Thursday, December 06, 2007

Not A Review: Brindabella

I'm really hesitant to write about Balletlab's new show Brindabella here. Not for any particularly complicated reason. Mostly because I don't want to send anyone along with any preconceptions about the work. If I were to say, for instance, that it was the best piece of dance I've seen all year, I'd be setting up some lofty expectations. If I were to expand that to say that it's among the most sublime, affecting and flat-out jaw-dropping pieces I can ever remember seeing, well, those expectations would skyrocket. And if I were to add that it's in the tiny handful of works that remind me, once every long, long while, why I do what I do... anyway, I won't say those things. Even if they might be true.

But sometimes a person must stand up for what they believe in. Too often, of late, I have returned home from a performance and neglected to write it up here - distracted by domestic matters, such as the never-ending expansions being carried out on the East Wing of my cliff-hugging coastal retreat (work which seems to be spiralling out into infinity, both spatially and temporally, well beyond the logical possibilities of the house itself, as if the very idea of expansion is what is being renovated here, load-bearing walls and uncovered crawl-spaces giving way to an elsewhere which has always been present but never accessible...) or the preparations for my weekly sermons to the rude and superstitious local townsfolk - a people not mentioned on any census and violently protective of their insular community - on such regionally relevant topics as The Likely Causes of Yesterday's So-Named "Vacuum Torrent"; Upon the Chanting Heard in the Walls of Squire Bickerstaff's Lodge; Ruminations on the Impossibility of a Town Map; and What Really Happened to Marigold the Cow. Then there are the matters of the whip-poor-will spread, the difficulties I am having retaining staff, and - of course - the wild brumbies which nightly gather at the north end of the long paddock, standing still in the moonlight, hooves hidden in a sea of mist, staring blind-eyed and silent toward the house as if waiting for something. It's all I can do, upon arriving home, not to give up on everything and simply retreat to the rooftop conservatory where I tend to the breeding of my elusive black orchid.

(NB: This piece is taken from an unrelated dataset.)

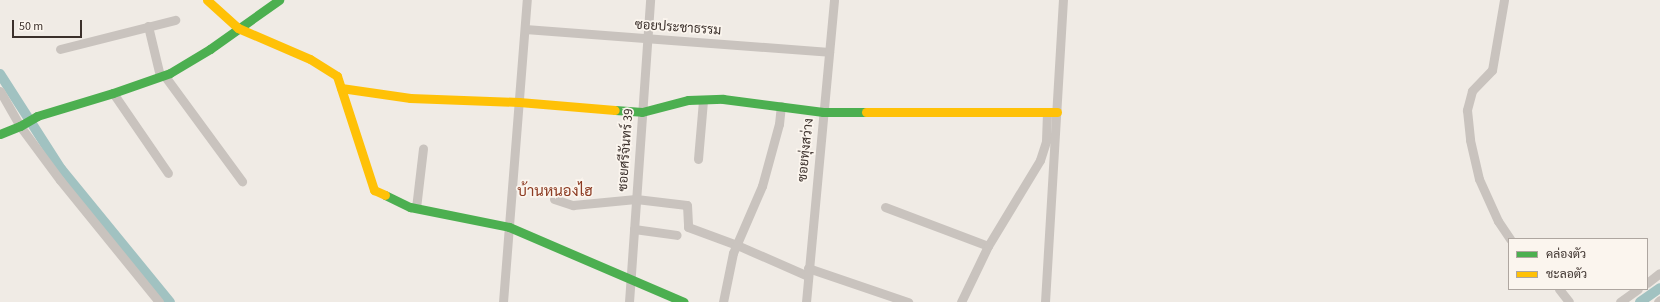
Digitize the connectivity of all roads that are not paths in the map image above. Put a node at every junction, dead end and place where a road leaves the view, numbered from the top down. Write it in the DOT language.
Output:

In short, no time for reviewing.

Brindabella is something else, though. It's a little bit - damn it, it's exactly like falling in love, in the way I fell in love with dance years ago and have spent those years trying to convince people that it's not just a bunch of kids with asymmetrical fringes playing patty cake with each other. I can still name the few shows which have done it - had my skin prickle and my small heart try to leap out of its cavity and which have forced me to remind myself to breathe. During the opening last night I was confused, dazzled, constantly surprised, unsteady, sometimes ecstatic. Leaving, I was both speechless and gushing and not just for the dramatic effect this might have in the foyer. I was completely in love with the thing and wanted to have its babies (not medically possible for various reasons).

Others might hate it, though. I wouldn't be surprised. But if you go along - and there's no other show I can more highly recommend this year - and have a reaction somewhere in between, I'll explain laboriously why You Are Wrong. I can even draw diagrams. Nothing comes close to Brindabella, for me, and it and it and it -

I have however seen a lot of shows in the past week - Eleventh Hour's Othello, Lipson's Antechamber, With a Bullet, Spamalot, the SITI workshop showing at Black Box. All great works, in fact. I'll try to get to these in a bit. But put into relief... Screw it, just go see Brindabella and we'll talk from there. It's on at the Malthouse till the weekend.

1 comment:

richardwatts said...

Your cliff-hugging coastal retreat and its surrounds seem positively Lovecraftian, sir - but yes, Brindabella' is without doubt a work of genius. I am seriously thinking of atending a second performance. Care to join me?